Required work -> Please give back only the lines below from the one containing "surface = cairo.ImageSurface(cairo.FORMAT_RGB24, 1218, 2417)" to the one containing "ctx.set_source_rgb(r / 255, g", each repeated word for word, both ends included.

======== Data excerpts ========

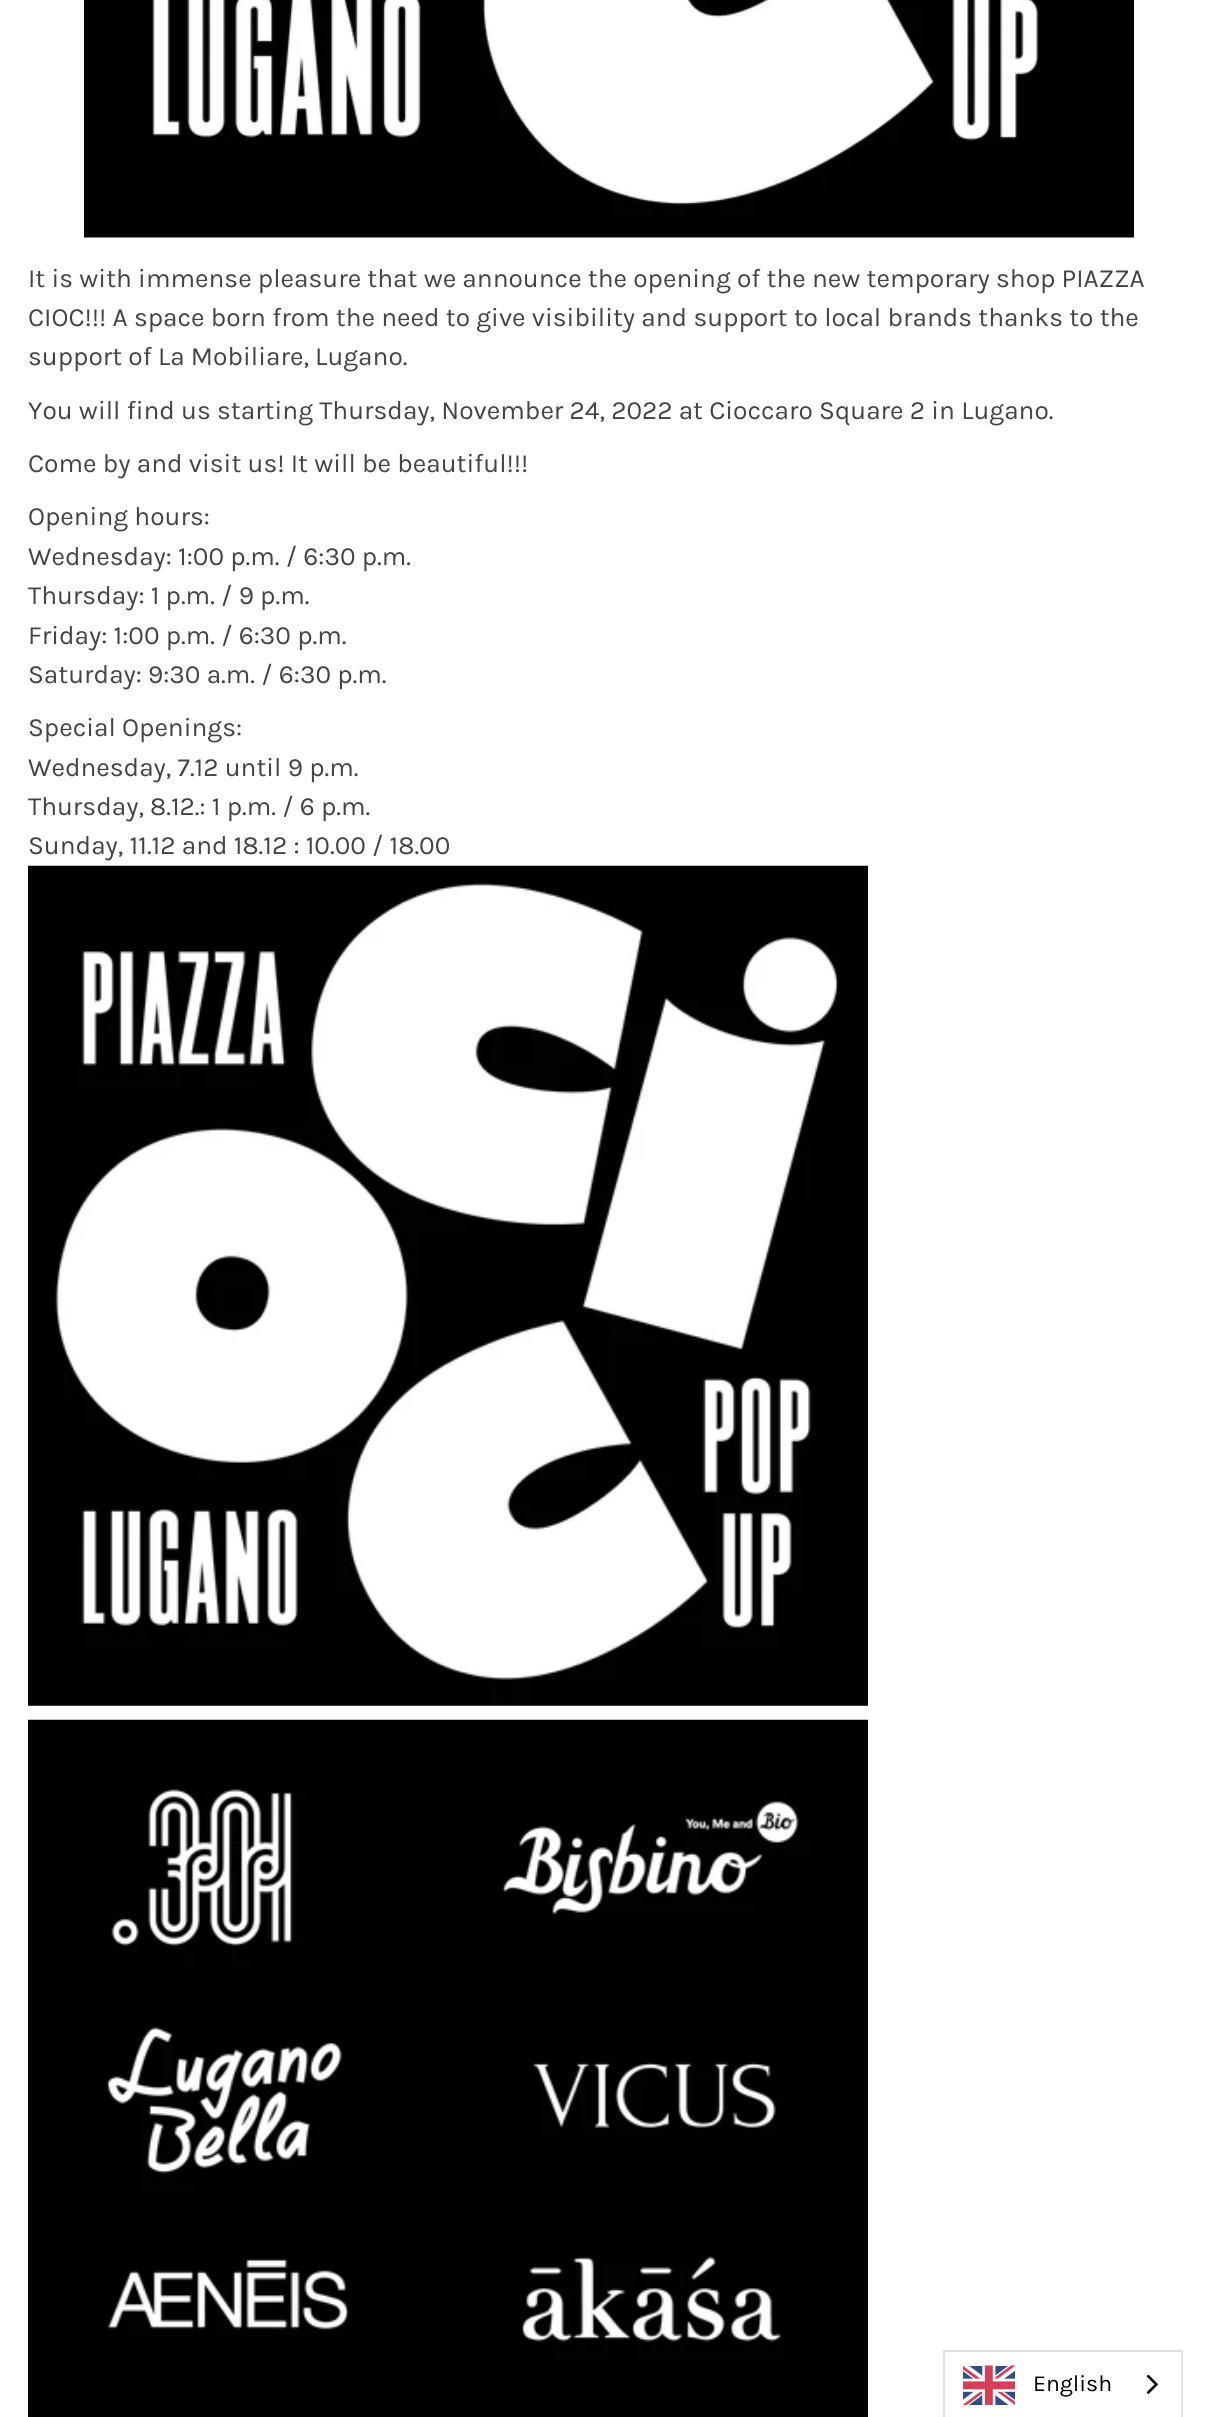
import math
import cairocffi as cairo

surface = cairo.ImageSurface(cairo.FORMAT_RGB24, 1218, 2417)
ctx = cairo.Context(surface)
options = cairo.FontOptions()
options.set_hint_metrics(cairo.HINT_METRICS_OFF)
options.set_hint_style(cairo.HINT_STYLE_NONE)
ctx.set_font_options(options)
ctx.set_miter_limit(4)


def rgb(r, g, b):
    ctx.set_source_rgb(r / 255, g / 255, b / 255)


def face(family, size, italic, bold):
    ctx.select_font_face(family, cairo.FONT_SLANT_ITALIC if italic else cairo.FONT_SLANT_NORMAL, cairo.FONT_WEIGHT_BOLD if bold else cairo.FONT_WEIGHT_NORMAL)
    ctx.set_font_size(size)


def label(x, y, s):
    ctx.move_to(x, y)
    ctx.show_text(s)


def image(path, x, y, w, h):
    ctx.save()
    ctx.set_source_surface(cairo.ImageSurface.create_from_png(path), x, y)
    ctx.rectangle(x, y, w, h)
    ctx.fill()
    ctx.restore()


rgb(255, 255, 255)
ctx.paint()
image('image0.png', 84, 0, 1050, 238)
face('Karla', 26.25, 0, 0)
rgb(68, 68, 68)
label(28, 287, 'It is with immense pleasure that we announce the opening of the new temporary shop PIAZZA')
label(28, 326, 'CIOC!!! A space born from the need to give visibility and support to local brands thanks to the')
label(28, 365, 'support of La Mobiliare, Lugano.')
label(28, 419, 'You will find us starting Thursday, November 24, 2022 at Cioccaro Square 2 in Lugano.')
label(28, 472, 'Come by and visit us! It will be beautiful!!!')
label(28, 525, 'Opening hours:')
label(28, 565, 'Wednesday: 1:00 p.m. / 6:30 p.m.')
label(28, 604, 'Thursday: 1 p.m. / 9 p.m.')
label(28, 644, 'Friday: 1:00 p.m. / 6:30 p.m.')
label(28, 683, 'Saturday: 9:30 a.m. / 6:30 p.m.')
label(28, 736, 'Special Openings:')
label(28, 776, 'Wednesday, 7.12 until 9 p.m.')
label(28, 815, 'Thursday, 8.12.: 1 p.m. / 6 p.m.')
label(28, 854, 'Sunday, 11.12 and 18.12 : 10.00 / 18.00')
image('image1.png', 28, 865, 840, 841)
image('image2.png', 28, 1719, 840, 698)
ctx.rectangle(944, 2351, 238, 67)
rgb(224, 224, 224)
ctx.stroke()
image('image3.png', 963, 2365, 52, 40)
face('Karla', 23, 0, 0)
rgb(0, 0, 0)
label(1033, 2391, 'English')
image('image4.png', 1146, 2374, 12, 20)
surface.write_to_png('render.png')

========

Problem solution ->
surface = cairo.ImageSurface(cairo.FORMAT_RGB24, 1218, 2417)
ctx = cairo.Context(surface)
options = cairo.FontOptions()
options.set_hint_metrics(cairo.HINT_METRICS_OFF)
options.set_hint_style(cairo.HINT_STYLE_NONE)
ctx.set_font_options(options)
ctx.set_miter_limit(4)


def rgb(r, g, b):
    ctx.set_source_rgb(r / 255, g / 255, b / 255)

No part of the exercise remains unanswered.